Para o autor da ação que levou o
STF a se pronunciar sobre o tema, Cunha não tem a imparcialidade necessária
para conduzir o processo e quer atrasá-lo
Najla Passos // www.cartamaior.com.br
O presidente da Câmara, Eduardo
Cunha (PMDB-RJ), não ficou nada satisfeito com o fato do Supremo Tribunal
Federal (STF) ter desautorizado o rito de impeachment adotado por ele, no qual
constava, entre outras ilegalidades, a eleição por voto secreto de uma comissão
avulsa para avaliar a pertinência do processo contra a presidenta Dilma
Rousseff. Em entrevistas coletivas, ele vem levantando várias dúvidas sobre o
esquema decidido pela corte na semana passada. Garante que vai cumprir a lei,
mas alega que, primeiro, precisa entendê-la. E como a corte já está em recesso,
autorizou também o recesso dos parlamentares.
Autor da ação que provocou a
corte a reanalisar o rito do impeachment, o advogado do PCdoB, Claudio Pereira
de Souza Neto, tem opinião diferente. Para ele, o rito que deve ser seguido
ficou muito claro após a deliberação do plenário do STF e os questionamentos de
Cunha só visam atrasá-lo ainda mais - estratégia que favorece a oposição.

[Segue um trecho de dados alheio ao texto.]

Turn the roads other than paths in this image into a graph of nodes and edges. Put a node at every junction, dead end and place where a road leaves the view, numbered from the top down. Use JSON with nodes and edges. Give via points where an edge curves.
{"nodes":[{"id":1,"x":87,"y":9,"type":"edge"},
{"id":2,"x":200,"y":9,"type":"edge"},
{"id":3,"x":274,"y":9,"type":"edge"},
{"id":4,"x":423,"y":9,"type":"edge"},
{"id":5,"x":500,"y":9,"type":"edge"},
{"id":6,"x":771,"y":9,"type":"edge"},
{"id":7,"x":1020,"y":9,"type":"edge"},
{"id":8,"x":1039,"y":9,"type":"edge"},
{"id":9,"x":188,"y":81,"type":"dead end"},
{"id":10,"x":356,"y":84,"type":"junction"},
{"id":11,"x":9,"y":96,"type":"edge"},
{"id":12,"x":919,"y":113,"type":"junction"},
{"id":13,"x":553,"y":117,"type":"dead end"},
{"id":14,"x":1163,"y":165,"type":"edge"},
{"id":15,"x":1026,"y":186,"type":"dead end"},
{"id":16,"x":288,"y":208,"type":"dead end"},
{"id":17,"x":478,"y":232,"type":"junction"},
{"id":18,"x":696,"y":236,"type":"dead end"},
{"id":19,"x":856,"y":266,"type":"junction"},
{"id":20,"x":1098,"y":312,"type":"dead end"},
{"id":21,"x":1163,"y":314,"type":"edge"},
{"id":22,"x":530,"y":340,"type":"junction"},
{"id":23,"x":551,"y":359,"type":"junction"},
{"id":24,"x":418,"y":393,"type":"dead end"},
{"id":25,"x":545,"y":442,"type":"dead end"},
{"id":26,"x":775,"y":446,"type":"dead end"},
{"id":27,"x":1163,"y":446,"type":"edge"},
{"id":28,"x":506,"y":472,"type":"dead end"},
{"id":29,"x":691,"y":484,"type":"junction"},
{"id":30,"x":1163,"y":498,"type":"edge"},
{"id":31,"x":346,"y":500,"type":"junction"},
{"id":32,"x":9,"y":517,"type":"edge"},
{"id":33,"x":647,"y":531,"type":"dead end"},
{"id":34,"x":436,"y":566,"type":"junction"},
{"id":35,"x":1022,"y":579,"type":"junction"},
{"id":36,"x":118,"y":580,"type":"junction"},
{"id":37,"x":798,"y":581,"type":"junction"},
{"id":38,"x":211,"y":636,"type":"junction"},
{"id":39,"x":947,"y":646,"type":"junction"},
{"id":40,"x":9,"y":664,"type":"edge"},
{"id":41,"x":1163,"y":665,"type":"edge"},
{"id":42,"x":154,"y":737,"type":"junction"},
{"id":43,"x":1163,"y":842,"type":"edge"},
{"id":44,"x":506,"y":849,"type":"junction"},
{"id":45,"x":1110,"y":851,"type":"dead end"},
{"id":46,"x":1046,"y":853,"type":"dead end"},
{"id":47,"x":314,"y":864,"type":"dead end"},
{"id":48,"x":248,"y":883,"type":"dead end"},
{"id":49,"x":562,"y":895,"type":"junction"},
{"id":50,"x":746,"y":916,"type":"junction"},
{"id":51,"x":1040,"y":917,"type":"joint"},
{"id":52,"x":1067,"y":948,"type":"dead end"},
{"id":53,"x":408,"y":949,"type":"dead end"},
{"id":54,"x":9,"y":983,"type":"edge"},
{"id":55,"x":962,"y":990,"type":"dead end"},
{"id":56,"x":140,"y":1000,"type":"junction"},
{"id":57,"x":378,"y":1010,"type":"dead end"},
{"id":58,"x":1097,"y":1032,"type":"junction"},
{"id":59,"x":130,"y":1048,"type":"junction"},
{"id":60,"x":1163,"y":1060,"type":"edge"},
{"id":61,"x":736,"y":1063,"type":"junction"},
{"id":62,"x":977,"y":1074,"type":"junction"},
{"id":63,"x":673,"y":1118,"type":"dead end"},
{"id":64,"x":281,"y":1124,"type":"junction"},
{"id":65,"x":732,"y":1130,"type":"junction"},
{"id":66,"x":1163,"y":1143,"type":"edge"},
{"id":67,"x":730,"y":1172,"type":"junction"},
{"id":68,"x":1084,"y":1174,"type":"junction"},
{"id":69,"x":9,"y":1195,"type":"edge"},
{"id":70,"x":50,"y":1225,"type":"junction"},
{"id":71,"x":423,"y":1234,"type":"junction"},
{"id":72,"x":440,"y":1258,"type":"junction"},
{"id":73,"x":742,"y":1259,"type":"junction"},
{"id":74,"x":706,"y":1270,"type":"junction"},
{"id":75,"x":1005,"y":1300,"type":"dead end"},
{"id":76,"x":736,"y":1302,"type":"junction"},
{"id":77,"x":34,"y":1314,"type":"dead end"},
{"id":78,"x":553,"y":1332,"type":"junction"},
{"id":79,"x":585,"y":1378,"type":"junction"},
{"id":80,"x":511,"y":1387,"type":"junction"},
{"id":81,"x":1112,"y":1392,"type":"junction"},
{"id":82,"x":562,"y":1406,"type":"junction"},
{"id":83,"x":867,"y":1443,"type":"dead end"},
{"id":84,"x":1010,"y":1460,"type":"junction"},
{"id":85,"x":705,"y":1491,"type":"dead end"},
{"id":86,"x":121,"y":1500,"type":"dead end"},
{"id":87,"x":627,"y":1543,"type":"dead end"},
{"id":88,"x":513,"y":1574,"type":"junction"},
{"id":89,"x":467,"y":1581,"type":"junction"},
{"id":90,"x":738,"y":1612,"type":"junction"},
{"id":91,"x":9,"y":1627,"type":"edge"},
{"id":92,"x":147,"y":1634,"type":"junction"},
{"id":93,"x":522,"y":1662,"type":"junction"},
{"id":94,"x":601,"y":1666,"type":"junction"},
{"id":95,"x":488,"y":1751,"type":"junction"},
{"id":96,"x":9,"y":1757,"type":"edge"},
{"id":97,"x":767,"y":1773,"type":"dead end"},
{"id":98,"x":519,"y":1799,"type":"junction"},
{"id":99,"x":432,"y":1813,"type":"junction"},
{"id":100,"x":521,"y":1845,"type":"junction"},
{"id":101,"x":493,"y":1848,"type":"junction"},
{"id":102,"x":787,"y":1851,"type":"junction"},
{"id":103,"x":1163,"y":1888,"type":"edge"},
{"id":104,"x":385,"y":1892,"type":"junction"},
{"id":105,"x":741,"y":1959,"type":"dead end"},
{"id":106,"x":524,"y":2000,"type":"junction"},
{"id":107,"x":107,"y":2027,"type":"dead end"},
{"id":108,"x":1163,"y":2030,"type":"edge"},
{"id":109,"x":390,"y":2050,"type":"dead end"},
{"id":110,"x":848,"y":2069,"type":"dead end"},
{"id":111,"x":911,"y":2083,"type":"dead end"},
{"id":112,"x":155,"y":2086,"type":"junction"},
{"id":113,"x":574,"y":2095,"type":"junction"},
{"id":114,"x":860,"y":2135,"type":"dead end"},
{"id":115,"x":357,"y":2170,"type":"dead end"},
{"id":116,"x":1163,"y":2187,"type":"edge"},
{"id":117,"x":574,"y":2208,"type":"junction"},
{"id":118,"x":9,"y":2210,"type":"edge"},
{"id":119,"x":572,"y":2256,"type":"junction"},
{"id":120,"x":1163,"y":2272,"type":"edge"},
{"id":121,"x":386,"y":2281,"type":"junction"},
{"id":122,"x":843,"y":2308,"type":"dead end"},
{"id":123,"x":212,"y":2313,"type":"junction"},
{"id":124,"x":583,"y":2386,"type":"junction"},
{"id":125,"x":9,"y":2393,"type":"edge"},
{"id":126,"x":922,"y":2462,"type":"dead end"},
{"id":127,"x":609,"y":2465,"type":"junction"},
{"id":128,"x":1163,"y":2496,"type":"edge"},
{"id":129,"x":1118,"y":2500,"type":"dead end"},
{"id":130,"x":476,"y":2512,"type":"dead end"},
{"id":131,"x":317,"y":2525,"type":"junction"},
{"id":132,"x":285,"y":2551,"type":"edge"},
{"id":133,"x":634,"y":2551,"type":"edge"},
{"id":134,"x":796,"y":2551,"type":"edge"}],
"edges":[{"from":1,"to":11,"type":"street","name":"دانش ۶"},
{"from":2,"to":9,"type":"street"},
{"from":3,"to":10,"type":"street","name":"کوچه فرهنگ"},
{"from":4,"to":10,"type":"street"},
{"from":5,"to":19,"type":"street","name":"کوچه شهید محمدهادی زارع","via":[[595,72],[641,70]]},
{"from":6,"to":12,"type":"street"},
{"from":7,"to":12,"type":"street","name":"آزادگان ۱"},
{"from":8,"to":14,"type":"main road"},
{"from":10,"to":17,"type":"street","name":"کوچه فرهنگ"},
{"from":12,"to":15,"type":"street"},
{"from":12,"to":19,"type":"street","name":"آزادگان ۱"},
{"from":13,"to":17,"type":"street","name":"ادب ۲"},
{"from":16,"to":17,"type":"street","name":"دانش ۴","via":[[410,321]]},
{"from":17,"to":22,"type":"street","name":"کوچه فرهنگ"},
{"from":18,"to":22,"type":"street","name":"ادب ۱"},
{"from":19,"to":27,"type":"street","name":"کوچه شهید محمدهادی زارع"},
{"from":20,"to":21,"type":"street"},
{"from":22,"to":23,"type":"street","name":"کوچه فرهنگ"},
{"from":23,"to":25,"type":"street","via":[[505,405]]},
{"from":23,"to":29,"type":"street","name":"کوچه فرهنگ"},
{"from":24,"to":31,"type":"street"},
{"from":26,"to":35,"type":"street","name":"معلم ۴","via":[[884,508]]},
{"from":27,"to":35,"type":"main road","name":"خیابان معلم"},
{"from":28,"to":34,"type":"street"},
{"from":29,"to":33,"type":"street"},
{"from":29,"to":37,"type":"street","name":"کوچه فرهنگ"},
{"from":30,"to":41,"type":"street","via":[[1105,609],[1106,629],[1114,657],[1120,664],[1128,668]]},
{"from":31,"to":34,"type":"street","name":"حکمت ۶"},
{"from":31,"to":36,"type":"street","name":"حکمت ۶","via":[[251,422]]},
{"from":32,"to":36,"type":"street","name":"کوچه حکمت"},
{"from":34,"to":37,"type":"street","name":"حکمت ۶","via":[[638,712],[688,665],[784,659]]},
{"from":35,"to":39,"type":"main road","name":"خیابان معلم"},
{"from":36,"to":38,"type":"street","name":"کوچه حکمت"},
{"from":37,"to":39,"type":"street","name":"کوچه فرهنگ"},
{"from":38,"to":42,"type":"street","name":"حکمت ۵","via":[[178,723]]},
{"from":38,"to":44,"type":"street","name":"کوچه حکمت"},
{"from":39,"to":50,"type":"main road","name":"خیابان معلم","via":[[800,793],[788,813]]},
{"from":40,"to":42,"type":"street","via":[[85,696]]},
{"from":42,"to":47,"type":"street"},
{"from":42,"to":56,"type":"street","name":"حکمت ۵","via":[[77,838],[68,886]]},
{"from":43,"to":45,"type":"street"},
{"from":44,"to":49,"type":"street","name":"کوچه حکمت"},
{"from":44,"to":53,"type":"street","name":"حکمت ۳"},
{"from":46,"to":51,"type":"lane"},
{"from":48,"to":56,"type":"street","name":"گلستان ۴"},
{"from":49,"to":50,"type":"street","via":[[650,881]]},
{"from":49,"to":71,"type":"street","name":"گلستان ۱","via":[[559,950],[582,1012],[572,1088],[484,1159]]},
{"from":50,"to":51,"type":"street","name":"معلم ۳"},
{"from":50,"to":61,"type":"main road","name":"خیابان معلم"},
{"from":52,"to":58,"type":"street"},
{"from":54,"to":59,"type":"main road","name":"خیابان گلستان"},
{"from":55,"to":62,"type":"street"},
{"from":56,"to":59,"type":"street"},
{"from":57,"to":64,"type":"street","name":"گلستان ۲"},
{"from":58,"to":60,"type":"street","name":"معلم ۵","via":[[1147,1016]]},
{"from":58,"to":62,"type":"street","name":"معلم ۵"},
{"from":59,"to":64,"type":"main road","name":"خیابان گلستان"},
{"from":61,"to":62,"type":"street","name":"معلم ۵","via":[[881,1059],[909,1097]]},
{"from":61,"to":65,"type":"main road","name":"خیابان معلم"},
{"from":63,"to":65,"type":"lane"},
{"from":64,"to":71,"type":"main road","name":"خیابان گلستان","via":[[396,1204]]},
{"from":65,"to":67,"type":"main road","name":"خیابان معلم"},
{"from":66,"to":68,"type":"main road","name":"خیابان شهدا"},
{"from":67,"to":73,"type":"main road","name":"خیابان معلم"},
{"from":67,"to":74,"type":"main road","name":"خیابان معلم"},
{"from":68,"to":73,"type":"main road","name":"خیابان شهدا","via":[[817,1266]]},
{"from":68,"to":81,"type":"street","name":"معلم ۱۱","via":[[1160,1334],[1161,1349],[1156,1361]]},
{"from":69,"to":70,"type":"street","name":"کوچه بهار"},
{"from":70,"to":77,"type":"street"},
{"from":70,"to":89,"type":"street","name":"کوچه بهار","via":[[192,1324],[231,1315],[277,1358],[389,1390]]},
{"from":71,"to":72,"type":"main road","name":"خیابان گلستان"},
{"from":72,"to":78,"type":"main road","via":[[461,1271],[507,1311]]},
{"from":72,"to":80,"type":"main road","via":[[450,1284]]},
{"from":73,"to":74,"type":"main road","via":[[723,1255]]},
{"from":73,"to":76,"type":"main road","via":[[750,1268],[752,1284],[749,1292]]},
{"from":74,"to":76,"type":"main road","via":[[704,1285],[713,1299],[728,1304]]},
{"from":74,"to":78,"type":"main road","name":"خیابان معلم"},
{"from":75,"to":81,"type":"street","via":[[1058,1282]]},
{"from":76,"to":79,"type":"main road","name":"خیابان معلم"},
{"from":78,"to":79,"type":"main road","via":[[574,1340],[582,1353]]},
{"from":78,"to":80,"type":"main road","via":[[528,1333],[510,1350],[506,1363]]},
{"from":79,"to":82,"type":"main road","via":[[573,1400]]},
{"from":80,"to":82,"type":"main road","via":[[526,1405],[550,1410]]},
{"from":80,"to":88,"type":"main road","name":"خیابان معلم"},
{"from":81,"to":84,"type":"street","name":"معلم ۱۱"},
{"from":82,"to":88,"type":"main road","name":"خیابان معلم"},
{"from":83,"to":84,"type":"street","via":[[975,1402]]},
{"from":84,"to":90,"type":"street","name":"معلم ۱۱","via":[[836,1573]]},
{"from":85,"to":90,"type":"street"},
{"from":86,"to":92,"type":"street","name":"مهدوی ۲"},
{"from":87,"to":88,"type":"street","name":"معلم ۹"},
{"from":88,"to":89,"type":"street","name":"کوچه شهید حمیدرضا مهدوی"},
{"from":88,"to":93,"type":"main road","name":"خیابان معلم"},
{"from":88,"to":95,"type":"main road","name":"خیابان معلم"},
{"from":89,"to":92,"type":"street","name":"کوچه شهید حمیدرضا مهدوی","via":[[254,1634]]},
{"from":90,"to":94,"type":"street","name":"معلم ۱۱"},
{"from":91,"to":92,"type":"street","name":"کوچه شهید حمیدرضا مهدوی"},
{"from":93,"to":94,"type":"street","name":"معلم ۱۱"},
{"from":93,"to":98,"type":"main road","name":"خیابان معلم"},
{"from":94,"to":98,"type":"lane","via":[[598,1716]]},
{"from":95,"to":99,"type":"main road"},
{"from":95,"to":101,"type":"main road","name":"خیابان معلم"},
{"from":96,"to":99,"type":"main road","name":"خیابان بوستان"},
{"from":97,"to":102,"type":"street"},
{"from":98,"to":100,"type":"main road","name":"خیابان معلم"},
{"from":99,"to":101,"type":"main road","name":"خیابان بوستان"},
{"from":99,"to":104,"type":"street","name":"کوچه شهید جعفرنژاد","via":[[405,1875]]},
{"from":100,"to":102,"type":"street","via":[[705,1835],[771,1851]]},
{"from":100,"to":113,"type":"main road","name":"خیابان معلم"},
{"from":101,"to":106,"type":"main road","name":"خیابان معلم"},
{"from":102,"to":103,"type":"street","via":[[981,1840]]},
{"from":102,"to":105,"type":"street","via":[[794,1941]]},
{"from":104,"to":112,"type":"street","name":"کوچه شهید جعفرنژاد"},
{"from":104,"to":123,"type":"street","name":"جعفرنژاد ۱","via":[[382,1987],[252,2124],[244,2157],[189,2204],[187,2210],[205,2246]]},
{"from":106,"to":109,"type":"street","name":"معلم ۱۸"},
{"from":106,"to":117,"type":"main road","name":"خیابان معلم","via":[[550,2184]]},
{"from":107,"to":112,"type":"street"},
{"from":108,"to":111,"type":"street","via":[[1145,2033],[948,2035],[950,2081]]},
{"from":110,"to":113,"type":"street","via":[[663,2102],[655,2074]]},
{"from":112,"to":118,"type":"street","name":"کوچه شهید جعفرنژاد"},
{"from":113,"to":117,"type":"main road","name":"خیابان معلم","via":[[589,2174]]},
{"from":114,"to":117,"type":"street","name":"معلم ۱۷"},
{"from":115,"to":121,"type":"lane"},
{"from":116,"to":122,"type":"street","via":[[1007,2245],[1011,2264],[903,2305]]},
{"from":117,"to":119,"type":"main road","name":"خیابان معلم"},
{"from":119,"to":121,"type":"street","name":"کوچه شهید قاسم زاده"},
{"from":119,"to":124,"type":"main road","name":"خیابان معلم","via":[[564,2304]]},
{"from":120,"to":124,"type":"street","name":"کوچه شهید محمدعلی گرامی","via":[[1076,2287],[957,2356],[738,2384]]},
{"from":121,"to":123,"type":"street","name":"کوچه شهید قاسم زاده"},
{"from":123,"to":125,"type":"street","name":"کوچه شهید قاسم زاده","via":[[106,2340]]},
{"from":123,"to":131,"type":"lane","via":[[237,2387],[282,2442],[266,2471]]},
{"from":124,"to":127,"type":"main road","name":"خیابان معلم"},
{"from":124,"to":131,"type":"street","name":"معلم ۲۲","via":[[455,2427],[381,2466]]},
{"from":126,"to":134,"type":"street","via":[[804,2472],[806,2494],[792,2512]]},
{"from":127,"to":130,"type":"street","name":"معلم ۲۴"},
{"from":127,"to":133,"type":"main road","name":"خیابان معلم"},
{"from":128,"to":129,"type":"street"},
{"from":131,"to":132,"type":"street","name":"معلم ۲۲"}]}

Apesar do STF não ter acolhido todas as propostas previstas na ação que
ingressou, Souza Neto elogiou a decisão da corte e acredita que não entrará com
novo recurso para questioná-la.
“A solução a que chegou o STF é
marcada pela moderação, com o propósito de racionalizar a política brasileira,
marcada pelo propósito de tornar o funcionamento e o relacionamento entre as
instituições mais harmônico. É a proposta que correspondeu a grande maioria do
plenário. Em princípio, acho que não é caso de recurso, mas vamos examinar a
publicação do acórdão, vamos verificar se há algum ponto que precisa ser melhor
esclarecido. Essa decisão será tomada em conjunto com o autor da ação”,
explicou.
Tão estarrecido com a postura de
Cunha quanto o resto do país, Souza Neto avalia que o deputado não poderia
estar a frente deste processo. “Cunha tem se comportado de uma maneira
absolutamente estranha às melhores tradições do legislativo brasileiro. O presidente da Câmara dos Deputados é o
primus inter pares [primeiro entre os iguais], ele é um deputado como os demais
que coordena os trabalhos. E é fundamental que esta atitude, que sempre foi a
atitude dos presidentes da Câmara, se mantivesse. Não é isso o que nós vimos,
tanto é que impugnamos o ato dele de recebimento da denúncia do impeachment,
sob o argumento de que ele estava sob suspeição”, afirma.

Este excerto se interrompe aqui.